§ EXERCISE DETAILS: Pictures are to be left out, but please repeat each record exactly.

§ Collected data entries:
----
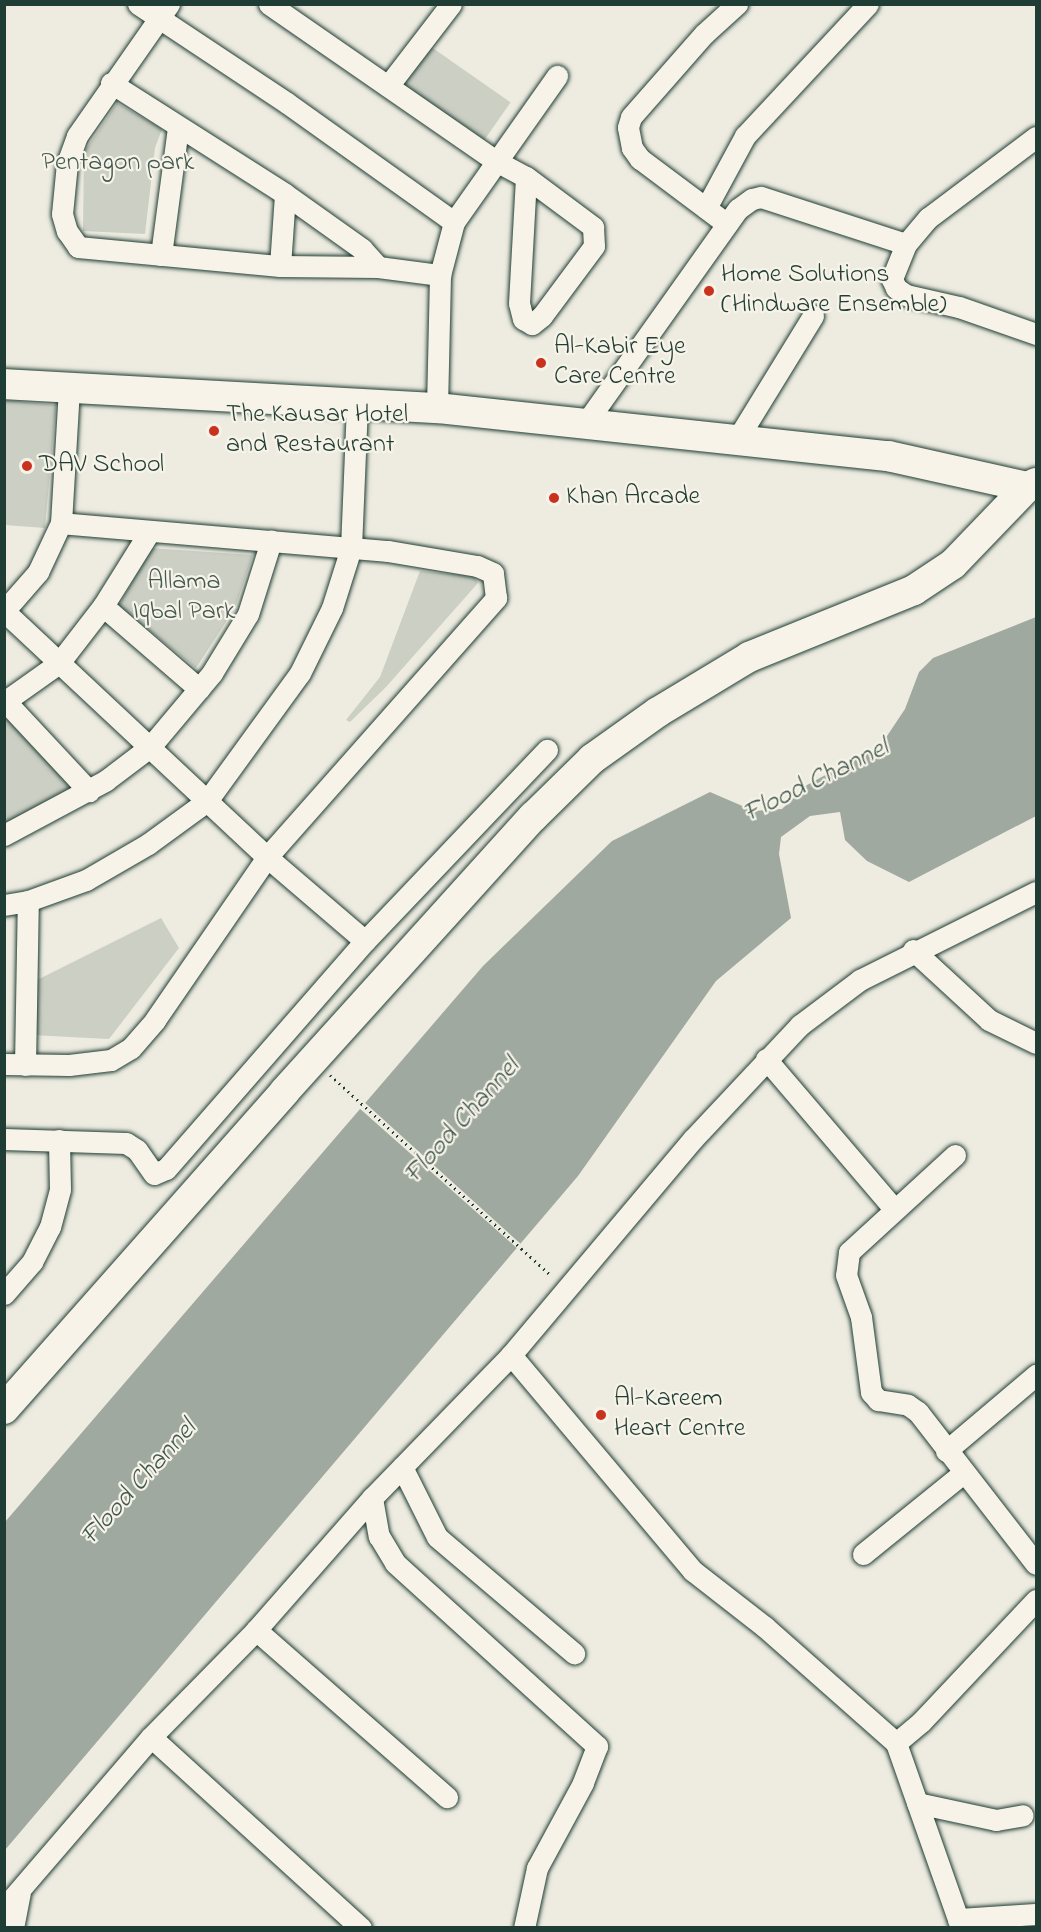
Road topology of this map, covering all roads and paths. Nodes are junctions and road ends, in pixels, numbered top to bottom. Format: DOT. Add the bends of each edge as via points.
graph roads {
  1 [pos="138,4"];
  2 [pos="452,4"];
  3 [pos="737,4"];
  4 [pos="868,4"];
  5 [pos="282,8"];
  6 [pos="164,11"];
  7 [pos="556,76"];
  8 [pos="111,83"];
  9 [pos="388,86"];
  10 [pos="178,127"];
  11 [pos="1036,137"];
  12 [pos="495,160"];
  13 [pos="526,177"];
  14 [pos="285,194"];
  15 [pos="706,208"];
  16 [pos="454,222"];
  17 [pos="727,224"];
  18 [pos="906,244"];
  19 [pos="161,255"];
  20 [pos="280,266"];
  21 [pos="378,267"];
  22 [pos="440,275"];
  23 [pos="813,316"];
  24 [pos="1036,334"];
  25 [pos="4,384"];
  26 [pos="69,389"];
  27 [pos="357,406"];
  28 [pos="437,408"];
  29 [pos="585,424"];
  30 [pos="736,441"];
  31 [pos="1032,485"];
  32 [pos="61,523"];
  33 [pos="148,534"];
  34 [pos="270,541"];
  35 [pos="351,548"];
  36 [pos="103,606"];
  37 [pos="4,611"];
  38 [pos="59,663"];
  39 [pos="199,689"];
  40 [pos="5,702"];
  41 [pos="150,747"];
  42 [pos="547,750"];
  43 [pos="89,791"];
  44 [pos="207,801"];
  45 [pos="4,835"];
  46 [pos="267,857"];
  47 [pos="1036,891"];
  48 [pos="28,901"];
  49 [pos="4,905"];
  50 [pos="365,941"];
  51 [pos="913,950"];
  52 [pos="1036,1043"];
  53 [pos="766,1059"];
  54 [pos="15,1064"];
  55 [pos="331,1077"];
  56 [pos="4,1139"];
  57 [pos="59,1140"];
  58 [pos="955,1155"];
  59 [pos="894,1209"];
  60 [pos="538,1263"];
  61 [pos="4,1294"];
  62 [pos="511,1354"];
  63 [pos="1036,1375"];
  64 [pos="4,1409"];
  65 [pos="946,1451"];
  66 [pos="402,1467"];
  67 [pos="963,1473"];
  68 [pos="372,1498"];
  69 [pos="863,1554"];
  70 [pos="1036,1564"];
  71 [pos="1036,1600"];
  72 [pos="256,1630"];
  73 [pos="574,1653"];
  74 [pos="151,1737"];
  75 [pos="896,1743"];
  76 [pos="447,1797"];
  77 [pos="917,1803"];
  78 [pos="1023,1815"];
  79 [pos="22,1886"];
  80 [pos="4,1908"];
  81 [pos="1036,1914"];
  82 [pos="959,1923"];
  83 [pos="13,1928"];
  84 [pos="361,1928"];
  85 [pos="524,1928"];
  1 -- 6 [label="street"];
  2 -- 9 [label="street"];
  3 -- 15 [label="street" via="704,34 631,117 628,127 632,148 640,159"];
  4 -- 15 [label="street" via="751,128"];
  5 -- 9 [label="street"];
  6 -- 8 [label="street"];
  6 -- 16 [label="street"];
  7 -- 12 [label="street"];
  8 -- 10 [label="street"];
  8 -- 19 [label="street" via="77,136 67,163 64,225 78,247"];
  9 -- 12 [label="street"];
  10 -- 14 [label="street"];
  10 -- 19 [label="street"];
  11 -- 18 [label="street" via="928,218"];
  12 -- 13 [label="street"];
  12 -- 16 [label="street"];
  13 -- 13 [label="street" via="520,312 532,324 594,246 595,235 585,220"];
  14 -- 20 [label="street"];
  14 -- 21 [label="street" via="362,249"];
  15 -- 17 [label="street"];
  16 -- 22 [label="street"];
  17 -- 18 [label="street" via="745,203 761,197"];
  17 -- 29 [label="street"];
  18 -- 24 [label="street" via="892,274 892,283 900,292"];
  19 -- 20 [label="street"];
  20 -- 21 [label="street"];
  21 -- 22 [label="street"];
  22 -- 28 [label="street"];
  23 -- 30 [label="street"];
  25 -- 26 [label="main road"];
  26 -- 27 [label="main road"];
  26 -- 32 [label="street"];
  27 -- 28 [label="main road"];
  27 -- 35 [label="street"];
  28 -- 29 [label="main road"];
  29 -- 30 [label="main road"];
  30 -- 31 [label="main road" via="888,456"];
  31 -- 64 [label="main road" via="953,564 914,590 748,657 658,712 592,759 533,817"];
  32 -- 33 [label="street"];
  32 -- 37 [label="street" via="38,572"];
  33 -- 34 [label="street"];
  33 -- 36 [label="street"];
  34 -- 35 [label="street"];
  34 -- 39 [label="street" via="248,614"];
  35 -- 44 [label="street" via="332,608 300,673"];
  35 -- 46 [label="street" via="486,568 496,579 496,598"];
  36 -- 38 [label="street"];
  36 -- 39 [label="street"];
  37 -- 38 [label="street"];
  38 -- 40 [label="street"];
  38 -- 41 [label="street"];
  39 -- 41 [label="street"];
  40 -- 43 [label="street"];
  41 -- 43 [label="street"];
  41 -- 44 [label="street"];
  42 -- 50 [label="street"];
  43 -- 45 [label="street"];
  44 -- 46 [label="street"];
  44 -- 48 [label="street" via="148,844 86,880"];
  46 -- 50 [label="street"];
  46 -- 54 [label="street" via="155,1020 131,1048 111,1060"];
  47 -- 51 [label="street"];
  48 -- 49 [label="street"];
  48 -- 54 [label="street"];
  50 -- 57 [label="street" via="162,1172 154,1174 126,1143"];
  51 -- 52 [label="street" via="989,1020"];
  51 -- 53 [label="street" via="833,998"];
  53 -- 59 [label="street"];
  53 -- 62 [label="street"];
  55 -- 60 [label="path"];
  56 -- 57 [label="street"];
  57 -- 61 [label="street" via="60,1189 50,1227 32,1262"];
  58 -- 59 [label="street"];
  59 -- 65 [label="street" via="846,1259 848,1284 863,1327 867,1379 878,1400 908,1405 918,1412"];
  62 -- 66 [label="street"];
  62 -- 75 [label="street" via="693,1570 765,1627"];
  63 -- 65 [label="street"];
  65 -- 67 [label="street"];
  66 -- 68 [label="street"];
  66 -- 73 [label="street" via="437,1537"];
  67 -- 69 [label="street"];
  67 -- 70 [label="street"];
  68 -- 72 [label="street"];
  68 -- 85 [label="street" via="380,1536 395,1563 597,1746 583,1783 537,1868"];
  71 -- 75 [label="street" via="921,1722"];
  72 -- 74 [label="street"];
  72 -- 76 [label="street"];
  74 -- 79 [label="street"];
  74 -- 84 [label="street"];
  75 -- 77 [label="street"];
  77 -- 78 [label="street" via="996,1820"];
  77 -- 82 [label="street"];
  79 -- 80 [label="street"];
  79 -- 83 [label="street"];
  81 -- 82 [label="street"];
}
----
§ EXPECTED OUTPUT:
Road topology of this map, covering all roads and paths. Nodes are junctions and road ends, in pixels, numbered top to bottom. Format: DOT. Add the bends of each edge as via points.
graph roads {
  1 [pos="138,4"];
  2 [pos="452,4"];
  3 [pos="737,4"];
  4 [pos="868,4"];
  5 [pos="282,8"];
  6 [pos="164,11"];
  7 [pos="556,76"];
  8 [pos="111,83"];
  9 [pos="388,86"];
  10 [pos="178,127"];
  11 [pos="1036,137"];
  12 [pos="495,160"];
  13 [pos="526,177"];
  14 [pos="285,194"];
  15 [pos="706,208"];
  16 [pos="454,222"];
  17 [pos="727,224"];
  18 [pos="906,244"];
  19 [pos="161,255"];
  20 [pos="280,266"];
  21 [pos="378,267"];
  22 [pos="440,275"];
  23 [pos="813,316"];
  24 [pos="1036,334"];
  25 [pos="4,384"];
  26 [pos="69,389"];
  27 [pos="357,406"];
  28 [pos="437,408"];
  29 [pos="585,424"];
  30 [pos="736,441"];
  31 [pos="1032,485"];
  32 [pos="61,523"];
  33 [pos="148,534"];
  34 [pos="270,541"];
  35 [pos="351,548"];
  36 [pos="103,606"];
  37 [pos="4,611"];
  38 [pos="59,663"];
  39 [pos="199,689"];
  40 [pos="5,702"];
  41 [pos="150,747"];
  42 [pos="547,750"];
  43 [pos="89,791"];
  44 [pos="207,801"];
  45 [pos="4,835"];
  46 [pos="267,857"];
  47 [pos="1036,891"];
  48 [pos="28,901"];
  49 [pos="4,905"];
  50 [pos="365,941"];
  51 [pos="913,950"];
  52 [pos="1036,1043"];
  53 [pos="766,1059"];
  54 [pos="15,1064"];
  55 [pos="331,1077"];
  56 [pos="4,1139"];
  57 [pos="59,1140"];
  58 [pos="955,1155"];
  59 [pos="894,1209"];
  60 [pos="538,1263"];
  61 [pos="4,1294"];
  62 [pos="511,1354"];
  63 [pos="1036,1375"];
  64 [pos="4,1409"];
  65 [pos="946,1451"];
  66 [pos="402,1467"];
  67 [pos="963,1473"];
  68 [pos="372,1498"];
  69 [pos="863,1554"];
  70 [pos="1036,1564"];
  71 [pos="1036,1600"];
  72 [pos="256,1630"];
  73 [pos="574,1653"];
  74 [pos="151,1737"];
  75 [pos="896,1743"];
  76 [pos="447,1797"];
  77 [pos="917,1803"];
  78 [pos="1023,1815"];
  79 [pos="22,1886"];
  80 [pos="4,1908"];
  81 [pos="1036,1914"];
  82 [pos="959,1923"];
  83 [pos="13,1928"];
  84 [pos="361,1928"];
  85 [pos="524,1928"];
  1 -- 6 [label="street"];
  2 -- 9 [label="street"];
  3 -- 15 [label="street" via="704,34 631,117 628,127 632,148 640,159"];
  4 -- 15 [label="street" via="751,128"];
  5 -- 9 [label="street"];
  6 -- 8 [label="street"];
  6 -- 16 [label="street"];
  7 -- 12 [label="street"];
  8 -- 10 [label="street"];
  8 -- 19 [label="street" via="77,136 67,163 64,225 78,247"];
  9 -- 12 [label="street"];
  10 -- 14 [label="street"];
  10 -- 19 [label="street"];
  11 -- 18 [label="street" via="928,218"];
  12 -- 13 [label="street"];
  12 -- 16 [label="street"];
  13 -- 13 [label="street" via="520,312 532,324 594,246 595,235 585,220"];
  14 -- 20 [label="street"];
  14 -- 21 [label="street" via="362,249"];
  15 -- 17 [label="street"];
  16 -- 22 [label="street"];
  17 -- 18 [label="street" via="745,203 761,197"];
  17 -- 29 [label="street"];
  18 -- 24 [label="street" via="892,274 892,283 900,292"];
  19 -- 20 [label="street"];
  20 -- 21 [label="street"];
  21 -- 22 [label="street"];
  22 -- 28 [label="street"];
  23 -- 30 [label="street"];
  25 -- 26 [label="main road"];
  26 -- 27 [label="main road"];
  26 -- 32 [label="street"];
  27 -- 28 [label="main road"];
  27 -- 35 [label="street"];
  28 -- 29 [label="main road"];
  29 -- 30 [label="main road"];
  30 -- 31 [label="main road" via="888,456"];
  31 -- 64 [label="main road" via="953,564 914,590 748,657 658,712 592,759 533,817"];
  32 -- 33 [label="street"];
  32 -- 37 [label="street" via="38,572"];
  33 -- 34 [label="street"];
  33 -- 36 [label="street"];
  34 -- 35 [label="street"];
  34 -- 39 [label="street" via="248,614"];
  35 -- 44 [label="street" via="332,608 300,673"];
  35 -- 46 [label="street" via="486,568 496,579 496,598"];
  36 -- 38 [label="street"];
  36 -- 39 [label="street"];
  37 -- 38 [label="street"];
  38 -- 40 [label="street"];
  38 -- 41 [label="street"];
  39 -- 41 [label="street"];
  40 -- 43 [label="street"];
  41 -- 43 [label="street"];
  41 -- 44 [label="street"];
  42 -- 50 [label="street"];
  43 -- 45 [label="street"];
  44 -- 46 [label="street"];
  44 -- 48 [label="street" via="148,844 86,880"];
  46 -- 50 [label="street"];
  46 -- 54 [label="street" via="155,1020 131,1048 111,1060"];
  47 -- 51 [label="street"];
  48 -- 49 [label="street"];
  48 -- 54 [label="street"];
  50 -- 57 [label="street" via="162,1172 154,1174 126,1143"];
  51 -- 52 [label="street" via="989,1020"];
  51 -- 53 [label="street" via="833,998"];
  53 -- 59 [label="street"];
  53 -- 62 [label="street"];
  55 -- 60 [label="path"];
  56 -- 57 [label="street"];
  57 -- 61 [label="street" via="60,1189 50,1227 32,1262"];
  58 -- 59 [label="street"];
  59 -- 65 [label="street" via="846,1259 848,1284 863,1327 867,1379 878,1400 908,1405 918,1412"];
  62 -- 66 [label="street"];
  62 -- 75 [label="street" via="693,1570 765,1627"];
  63 -- 65 [label="street"];
  65 -- 67 [label="street"];
  66 -- 68 [label="street"];
  66 -- 73 [label="street" via="437,1537"];
  67 -- 69 [label="street"];
  67 -- 70 [label="street"];
  68 -- 72 [label="street"];
  68 -- 85 [label="street" via="380,1536 395,1563 597,1746 583,1783 537,1868"];
  71 -- 75 [label="street" via="921,1722"];
  72 -- 74 [label="street"];
  72 -- 76 [label="street"];
  74 -- 79 [label="street"];
  74 -- 84 [label="street"];
  75 -- 77 [label="street"];
  77 -- 78 [label="street" via="996,1820"];
  77 -- 82 [label="street"];
  79 -- 80 [label="street"];
  79 -- 83 [label="street"];
  81 -- 82 [label="street"];
}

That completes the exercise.